第一話
こねこねこね。
4歳のミシェルが作っているのは、泥団子である。
土をあつめて、水をいれて、丸めて、固めて、表面に乾いた砂をつけてみて…
幼児の頃によく作るやつである。
「まぁ、たくさん作ったのね」
様子を見に来た母ルナリアが、遊び場の周りに並んだ泥団子を見て微笑むと、ミシェルは張り切って成果を説明しだした。
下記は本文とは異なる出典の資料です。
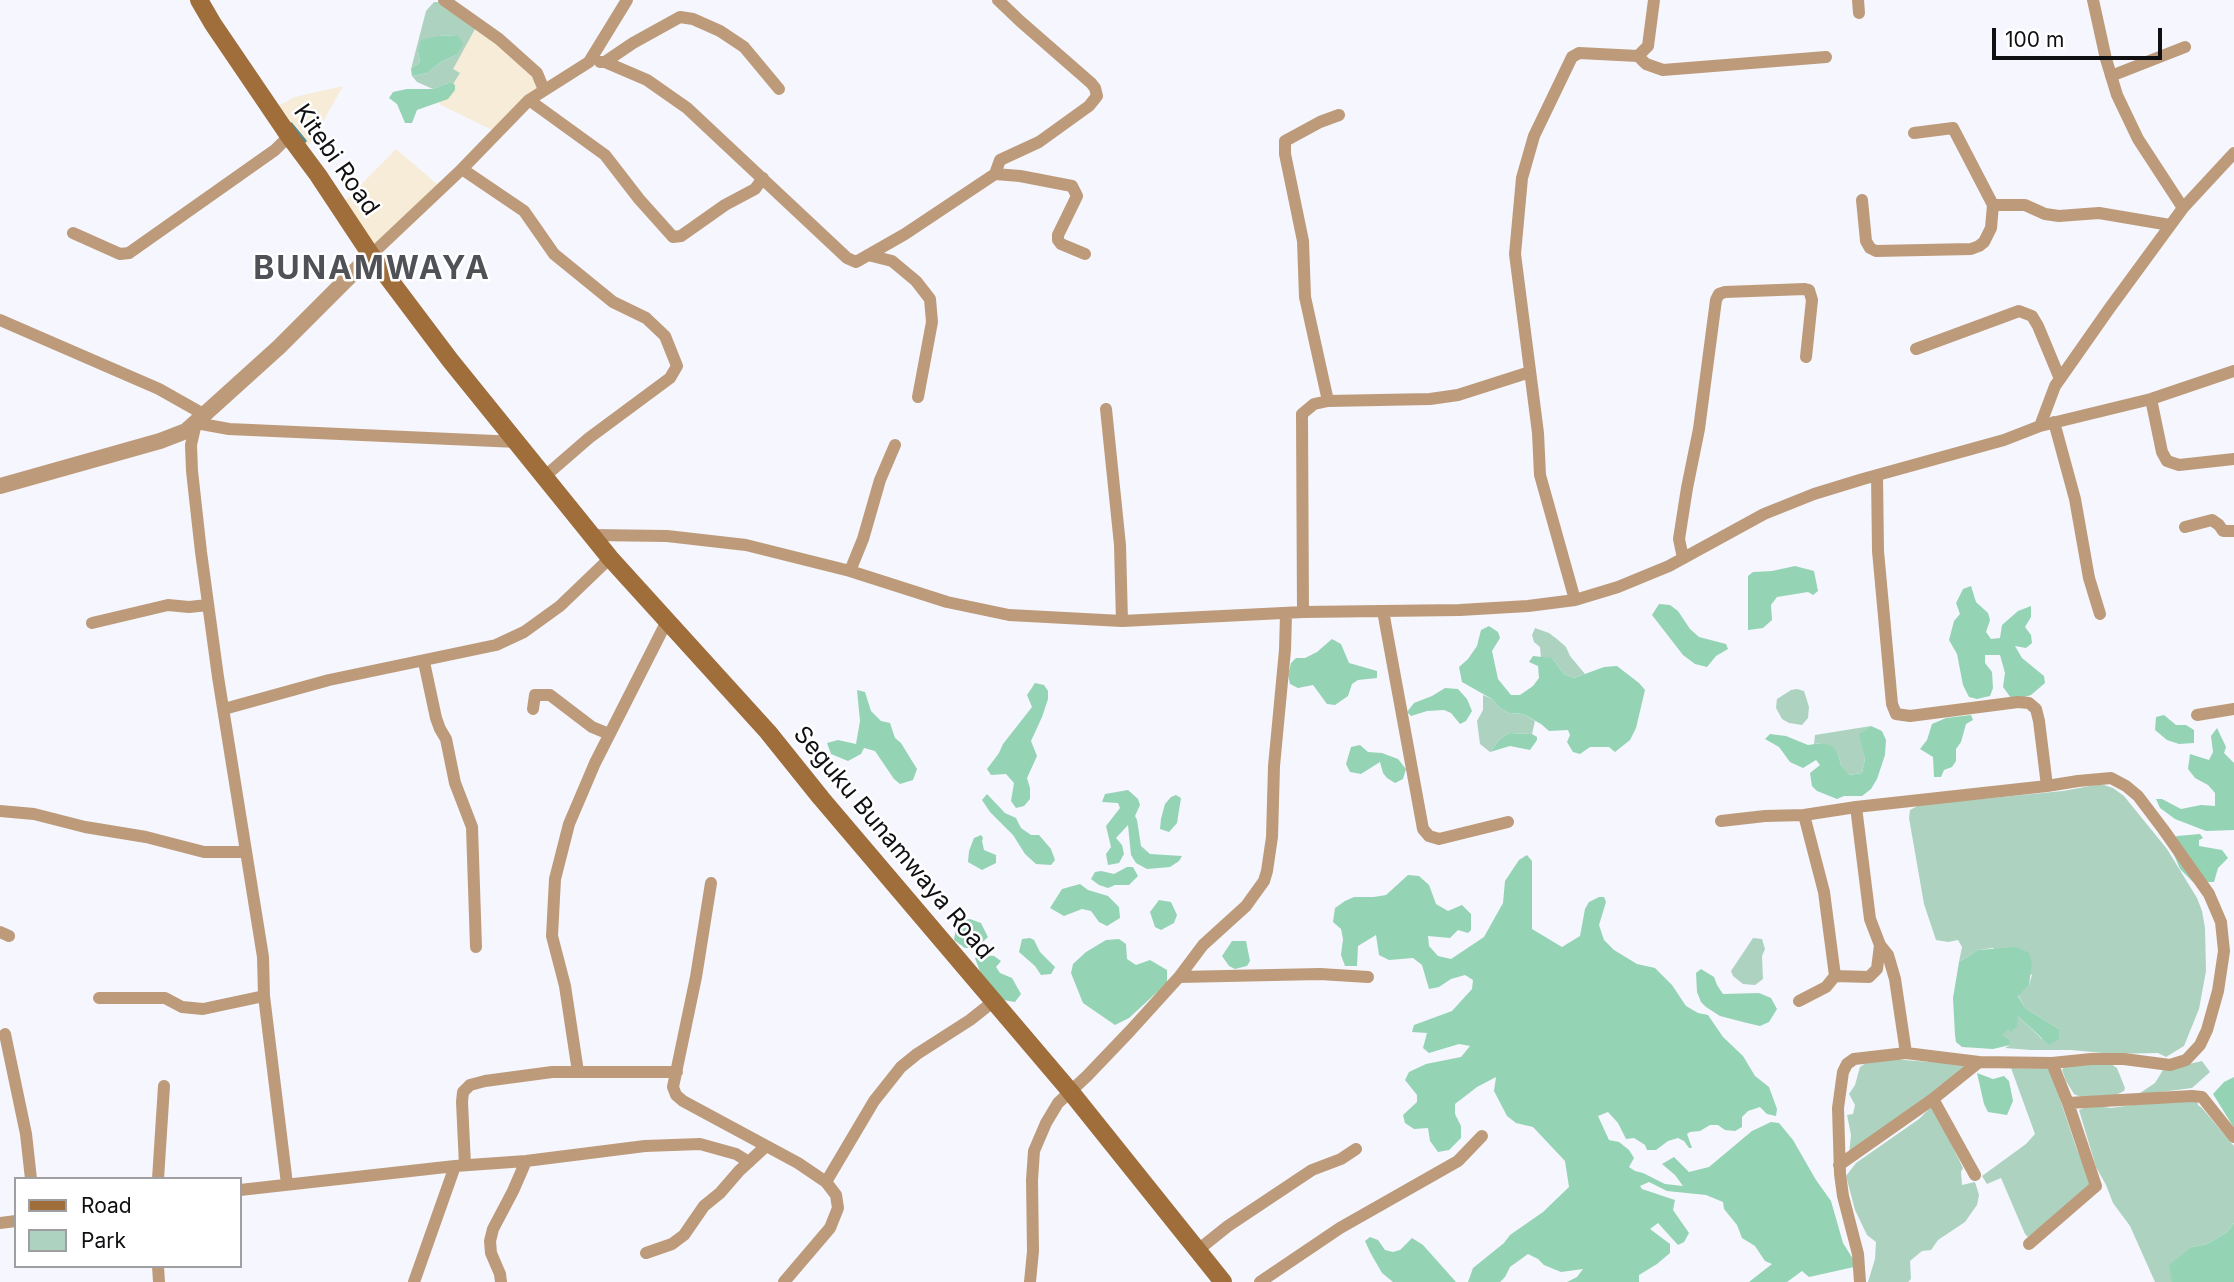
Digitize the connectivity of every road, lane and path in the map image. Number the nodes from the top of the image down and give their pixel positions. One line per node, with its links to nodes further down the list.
1 (200, 0): 18 (main road, Kitebi Road)
2 (444, 0): 14 (street)
3 (627, 0): 10 (street)
4 (998, 0): 21 (street)
5 (1654, 0): 8 (street)
6 (2093, 0): 12 (street)
7 (2185, 47): 12 (street)
8 (1638, 56): 9 (street); 35 (street)
9 (1826, 57)
10 (589, 62): 11 (street); 14 (street)
11 (604, 62): 13 (street); 22 (street)
12 (2111, 76): 25 (street)
13 (779, 89)
14 (544, 90): 15 (street)
15 (529, 100): 20 (street); 22 (street)
16 (1339, 115): 39 (street)
17 (1914, 133): 24 (street)
18 (289, 136): 27 (street); 29 (main road, Kitebi Road)
19 (2234, 152): 25 (street)
20 (462, 169): 29 (street); 48 (street)
21 (995, 174): 28 (street); 30 (street)
22 (763, 178): 30 (street)
23 (1863, 200): 24 (street)
24 (1993, 205): 26 (street)
25 (2183, 208): 26 (street)
26 (2170, 225): 36 (street)
27 (74, 233)
28 (1085, 254)
29 (371, 255): 41 (street); 44 (main road, Kitebi Road)
30 (868, 255): 37 (street)
31 (0, 320): 41 (street)
32 (1916, 349): 36 (street)
33 (1806, 357): 54 (street)
34 (2234, 371): 38 (street)
35 (1530, 372): 39 (street); 56 (street)
36 (2060, 379): 43 (street)
37 (918, 397)
38 (2151, 399): 42 (street); 46 (street)
39 (1328, 401): 59 (street)
40 (1106, 409): 63 (street)
41 (201, 419): 44 (street); 49 (street); 57 (street)
42 (2054, 422): 43 (street); 61 (street)
43 (2040, 426): 47 (street)
44 (517, 442): 48 (main road, Seguku Bunamwaya Road)
45 (895, 445): 55 (street)
46 (2234, 459)
47 (1877, 475): 54 (street); 71 (street)
48 (544, 477): 52 (main road, Seguku Bunamwaya Road)
49 (0, 486)
50 (2185, 527): 51 (street)
51 (2234, 531)
52 (591, 535): 53 (main road, Seguku Bunamwaya Road); 55 (street)
53 (610, 558): 62 (main road, Seguku Bunamwaya Road); 65 (street)
54 (1683, 558): 56 (street)
55 (850, 571): 63 (street)
56 (1575, 600): 58 (street)
57 (208, 605): 64 (street); 66 (street)
58 (1383, 611): 59 (street); 76 (street)
59 (1303, 612): 60 (street)
60 (1286, 614): 63 (street); 82 (street)
61 (2100, 614)
62 (667, 621): 70 (street); 86 (main road, Seguku Bunamwaya Road)
63 (1122, 621)
64 (92, 623)
65 (424, 662): 66 (street); 80 (street)
66 (224, 709): 77 (street)
67 (533, 709): 70 (street)
68 (2234, 709): 69 (street)
69 (2197, 715)
70 (608, 734): 92 (street)
71 (2047, 786): 72 (street); 91 (street)
72 (1856, 807): 74 (street); 79 (street)
73 (0, 811): 77 (street)
74 (1804, 816): 75 (street); 81 (street)
75 (1721, 821)
76 (1508, 822)
77 (245, 852): 84 (street)
78 (711, 883): 93 (street)
79 (1880, 945): 81 (street); 89 (street)
80 (476, 947)
81 (1835, 976): 87 (street)
82 (1179, 977): 83 (street); 95 (street)
83 (1368, 977)
84 (264, 996): 85 (street); 110 (street)
85 (99, 998)
86 (994, 1001): 95 (main road, Seguku Bunamwaya Road); 109 (street)
87 (1799, 1001)
88 (5, 1034): 107 (street)
89 (1906, 1053): 90 (street); 104 (street)
90 (1979, 1062): 91 (street); 96 (street)
91 (2052, 1063): 97 (street)
92 (578, 1072): 93 (street); 105 (street)
93 (677, 1072): 100 (street)
94 (164, 1086): 108 (street)
95 (1070, 1091): 113 (main road, Seguku Bunamwaya Road); 118 (street)
96 (1933, 1099): 104 (street); 106 (street)
97 (2068, 1102): 99 (street); 112 (street)
98 (1482, 1136): 120 (street)
99 (2234, 1137)
100 (765, 1147): 103 (street); 109 (street)
101 (1356, 1149): 113 (street)
102 (526, 1161): 103 (street); 105 (street); 116 (street)
103 (748, 1162): 114 (street)
104 (1839, 1165): 121 (street)
105 (460, 1166): 110 (street); 115 (street)
106 (1975, 1175)
107 (31, 1177)
108 (158, 1177)
109 (826, 1182): 117 (street)
110 (287, 1184): 111 (street)
111 (242, 1190)
112 (2029, 1244)
113 (1198, 1250): 119 (main road, Seguku Bunamwaya Road)
114 (646, 1253)
115 (414, 1282)
116 (500, 1282)
117 (784, 1282)
118 (1030, 1282)
119 (1223, 1282)
120 (1260, 1282)
121 (1860, 1282)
「これはねぇ、大きいからとうさまの!こっちのおはながついたのはかあさまので、はっぱつきがぼくの、けんがついたのがにいさま、ちいさいのがモンのでねぇ、アレスのも武器だから大きくしたよ!」
モンはペットの犬に似た魔獣で、アレスはミシェル付きの護衛見習いの12歳である。
ここはロンブレン王国の大領地サンムーン領で、ミシェルは領主である父ランドルと妻ルナリアの間に産まれた次男だ。長男である兄アンドルは8歳で領主教育の真っ最中で忙しいらしい。
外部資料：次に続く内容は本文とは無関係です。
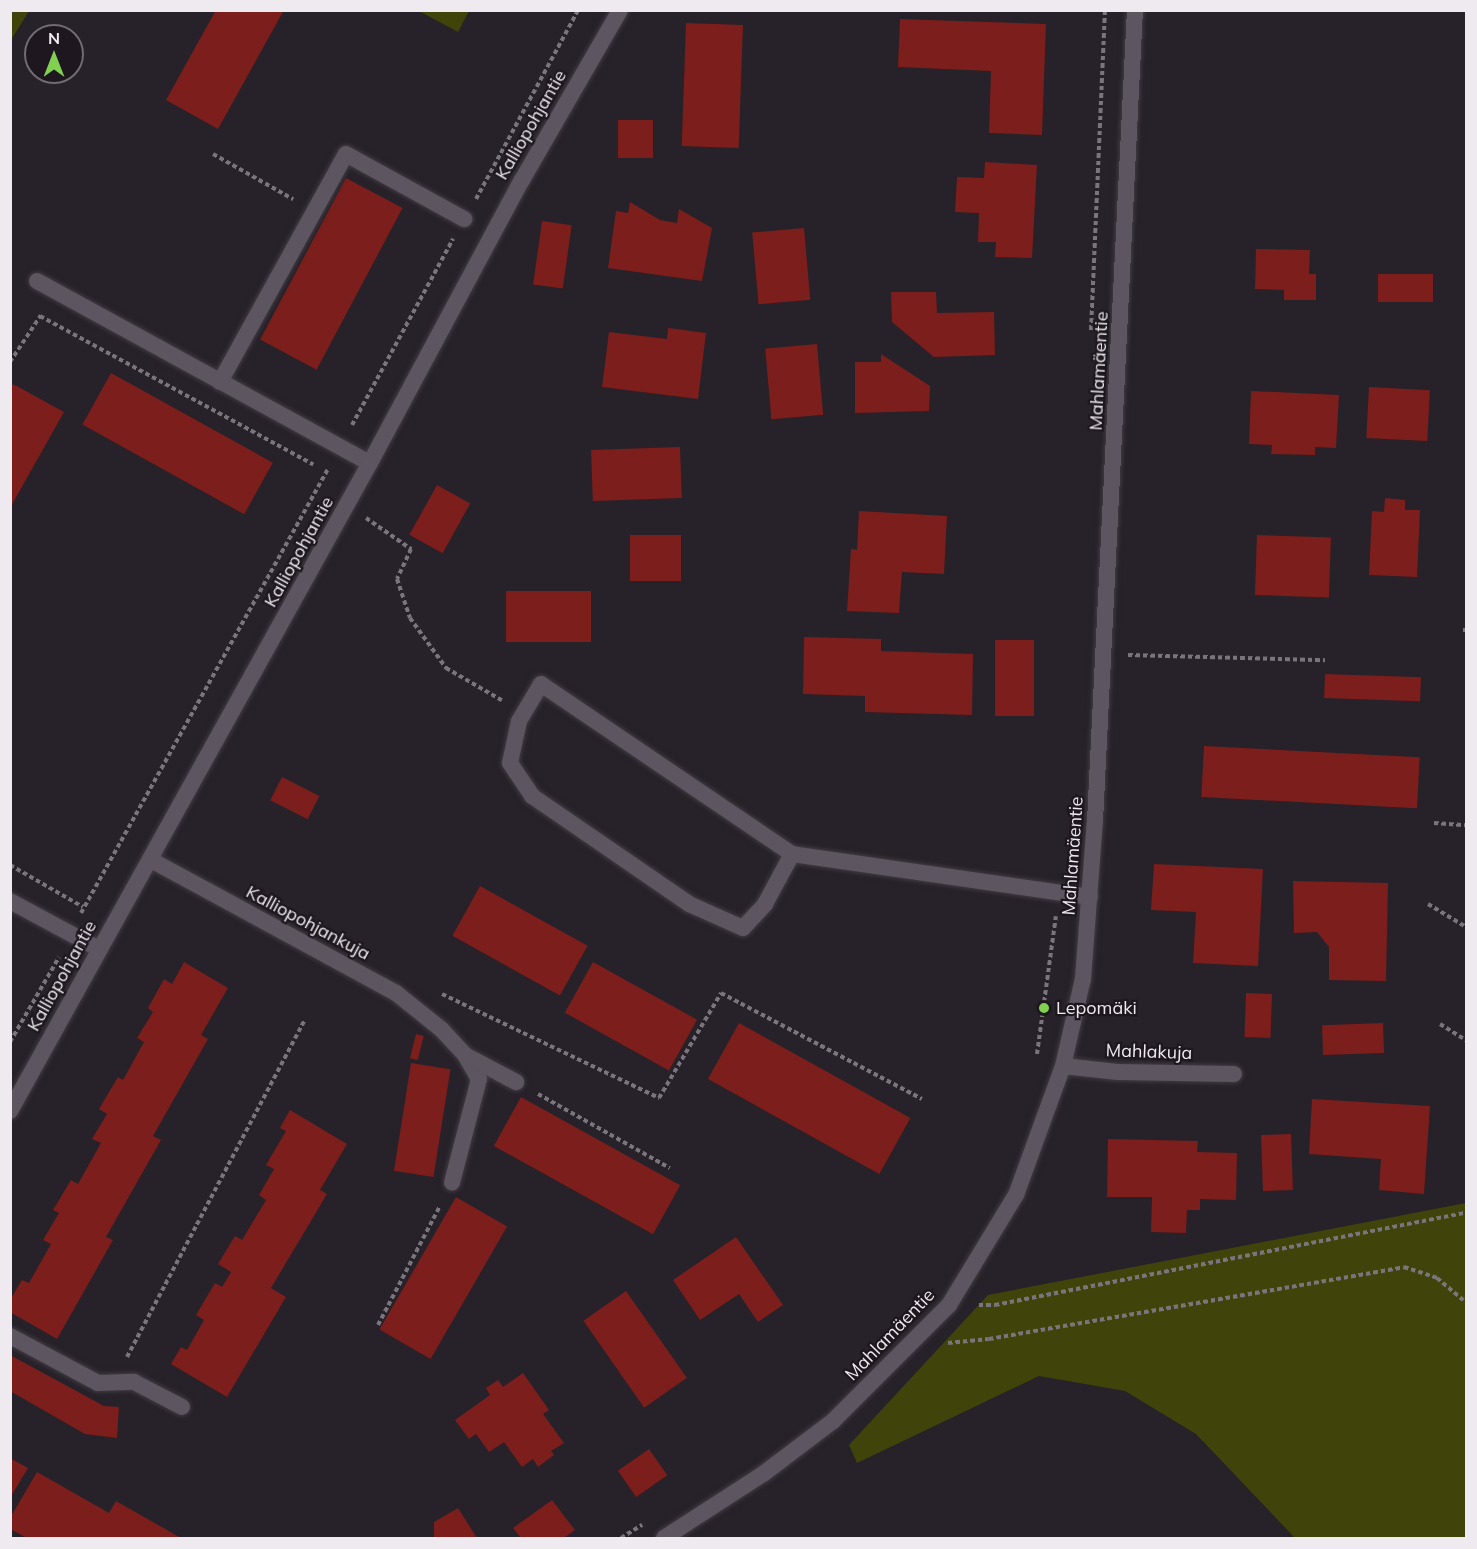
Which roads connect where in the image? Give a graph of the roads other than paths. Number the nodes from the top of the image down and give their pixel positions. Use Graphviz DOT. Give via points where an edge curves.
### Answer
graph roads {
  1 [pos="620,10"];
  2 [pos="1135,10"];
  3 [pos="464,219"];
  4 [pos="37,281"];
  5 [pos="220,382"];
  6 [pos="370,463"];
  7 [pos="792,854"];
  8 [pos="151,860"];
  9 [pos="1090,897"];
  10 [pos="10,901"];
  11 [pos="99,949"];
  12 [pos="465,1054"];
  13 [pos="1063,1066"];
  14 [pos="1234,1074"];
  15 [pos="516,1082"];
  16 [pos="10,1111"];
  17 [pos="452,1183"];
  18 [pos="10,1336"];
  19 [pos="182,1407"];
  20 [pos="664,1539"];
  1 -- 6 [label="street, Kalliopohjantie" via="522,180"];
  2 -- 9 [label="street, Mahlamäentie"];
  3 -- 5 [label="street" via="346,154"];
  4 -- 5 [label="street"];
  5 -- 6 [label="street"];
  6 -- 8 [label="street, Kalliopohjantie"];
  7 -- 7 [label="street" via="765,904 743,928 689,904 532,796 510,763 523,713 542,684"];
  7 -- 9 [label="street"];
  8 -- 11 [label="street, Kalliopohjantie"];
  8 -- 12 [label="street, Kalliopohjankuja" via="396,993"];
  9 -- 13 [label="street, Mahlamäentie" via="1083,979"];
  10 -- 11 [label="street"];
  11 -- 16 [label="street, Kalliopohjantie"];
  12 -- 15 [label="street"];
  12 -- 17 [label="street" via="479,1078"];
  13 -- 14 [label="street, Mahlakuja" via="1118,1072"];
  13 -- 20 [label="street, Mahlamäentie" via="1016,1195 949,1305 833,1421 763,1474"];
  18 -- 19 [label="street" via="98,1383 134,1382"];
}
「あら、弾にお花をつけるなんて、ミシェルは面白いこと考えるわねぇ」
ルナリアはおっとりと首をかしげ、目を細めた。
「これはおだんごだから、たべるから、かざりつけるんだよ!」
「まぁ、これを食べるの!?」
得意げなミシェルに、母びっくりである。なにしろこれは土だ。
「これはたべないけど、ほんとのはたべるの!」
「そうなの?では大きくなったら ほんとの を食べさせてちょうだいね?」
よくわからないままにも受け止めた。子供はよくわからないことを考えるものだ。これもそんなものの1つだろうと思ったのだ。
「それができたのなら、お家に入りましょう?マリーがパイを焼いたそうよ。」
「パイ!!!」
パイはミシェルの大好きな、蜜漬けの果物が入ったおやつだ。
ミシェルは聞いた途端に走り出し……石に躓いて盛大に転んだのであった。